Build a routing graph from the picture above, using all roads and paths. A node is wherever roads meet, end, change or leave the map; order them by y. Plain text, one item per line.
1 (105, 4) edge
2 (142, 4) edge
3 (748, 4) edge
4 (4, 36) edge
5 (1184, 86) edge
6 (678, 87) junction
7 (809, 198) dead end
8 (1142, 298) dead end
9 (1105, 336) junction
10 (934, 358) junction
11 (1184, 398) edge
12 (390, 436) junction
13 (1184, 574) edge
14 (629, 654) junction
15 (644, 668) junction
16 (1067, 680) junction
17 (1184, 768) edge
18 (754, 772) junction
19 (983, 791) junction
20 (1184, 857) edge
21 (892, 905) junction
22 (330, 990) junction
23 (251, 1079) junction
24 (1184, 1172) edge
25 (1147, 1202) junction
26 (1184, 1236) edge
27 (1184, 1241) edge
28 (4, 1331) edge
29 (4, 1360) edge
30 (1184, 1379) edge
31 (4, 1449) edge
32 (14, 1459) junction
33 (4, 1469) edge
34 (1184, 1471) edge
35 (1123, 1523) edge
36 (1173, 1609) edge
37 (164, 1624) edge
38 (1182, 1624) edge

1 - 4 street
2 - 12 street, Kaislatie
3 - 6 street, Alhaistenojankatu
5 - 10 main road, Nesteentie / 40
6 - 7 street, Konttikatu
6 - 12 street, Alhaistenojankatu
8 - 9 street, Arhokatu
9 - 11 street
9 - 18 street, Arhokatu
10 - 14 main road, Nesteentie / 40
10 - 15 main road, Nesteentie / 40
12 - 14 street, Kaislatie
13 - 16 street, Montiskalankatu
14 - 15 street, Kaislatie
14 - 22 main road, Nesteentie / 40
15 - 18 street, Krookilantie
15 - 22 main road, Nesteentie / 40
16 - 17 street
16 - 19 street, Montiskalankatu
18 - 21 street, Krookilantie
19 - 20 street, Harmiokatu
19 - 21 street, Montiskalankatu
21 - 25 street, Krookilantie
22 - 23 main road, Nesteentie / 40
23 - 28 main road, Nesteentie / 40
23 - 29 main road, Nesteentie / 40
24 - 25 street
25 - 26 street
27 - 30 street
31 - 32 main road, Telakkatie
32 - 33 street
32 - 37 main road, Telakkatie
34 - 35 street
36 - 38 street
○ ○ ○ ○ ○ ○ ○
# [Action item]
Please print all the data again exactly as given.

# [Solution for this problem]
Build a routing graph from the picture above, using all roads and paths. A node is wherever roads meet, end, change or leave the map; order them by y. Plain text, one item per line.
1 (105, 4) edge
2 (142, 4) edge
3 (748, 4) edge
4 (4, 36) edge
5 (1184, 86) edge
6 (678, 87) junction
7 (809, 198) dead end
8 (1142, 298) dead end
9 (1105, 336) junction
10 (934, 358) junction
11 (1184, 398) edge
12 (390, 436) junction
13 (1184, 574) edge
14 (629, 654) junction
15 (644, 668) junction
16 (1067, 680) junction
17 (1184, 768) edge
18 (754, 772) junction
19 (983, 791) junction
20 (1184, 857) edge
21 (892, 905) junction
22 (330, 990) junction
23 (251, 1079) junction
24 (1184, 1172) edge
25 (1147, 1202) junction
26 (1184, 1236) edge
27 (1184, 1241) edge
28 (4, 1331) edge
29 (4, 1360) edge
30 (1184, 1379) edge
31 (4, 1449) edge
32 (14, 1459) junction
33 (4, 1469) edge
34 (1184, 1471) edge
35 (1123, 1523) edge
36 (1173, 1609) edge
37 (164, 1624) edge
38 (1182, 1624) edge

1 - 4 street
2 - 12 street, Kaislatie
3 - 6 street, Alhaistenojankatu
5 - 10 main road, Nesteentie / 40
6 - 7 street, Konttikatu
6 - 12 street, Alhaistenojankatu
8 - 9 street, Arhokatu
9 - 11 street
9 - 18 street, Arhokatu
10 - 14 main road, Nesteentie / 40
10 - 15 main road, Nesteentie / 40
12 - 14 street, Kaislatie
13 - 16 street, Montiskalankatu
14 - 15 street, Kaislatie
14 - 22 main road, Nesteentie / 40
15 - 18 street, Krookilantie
15 - 22 main road, Nesteentie / 40
16 - 17 street
16 - 19 street, Montiskalankatu
18 - 21 street, Krookilantie
19 - 20 street, Harmiokatu
19 - 21 street, Montiskalankatu
21 - 25 street, Krookilantie
22 - 23 main road, Nesteentie / 40
23 - 28 main road, Nesteentie / 40
23 - 29 main road, Nesteentie / 40
24 - 25 street
25 - 26 street
27 - 30 street
31 - 32 main road, Telakkatie
32 - 33 street
32 - 37 main road, Telakkatie
34 - 35 street
36 - 38 street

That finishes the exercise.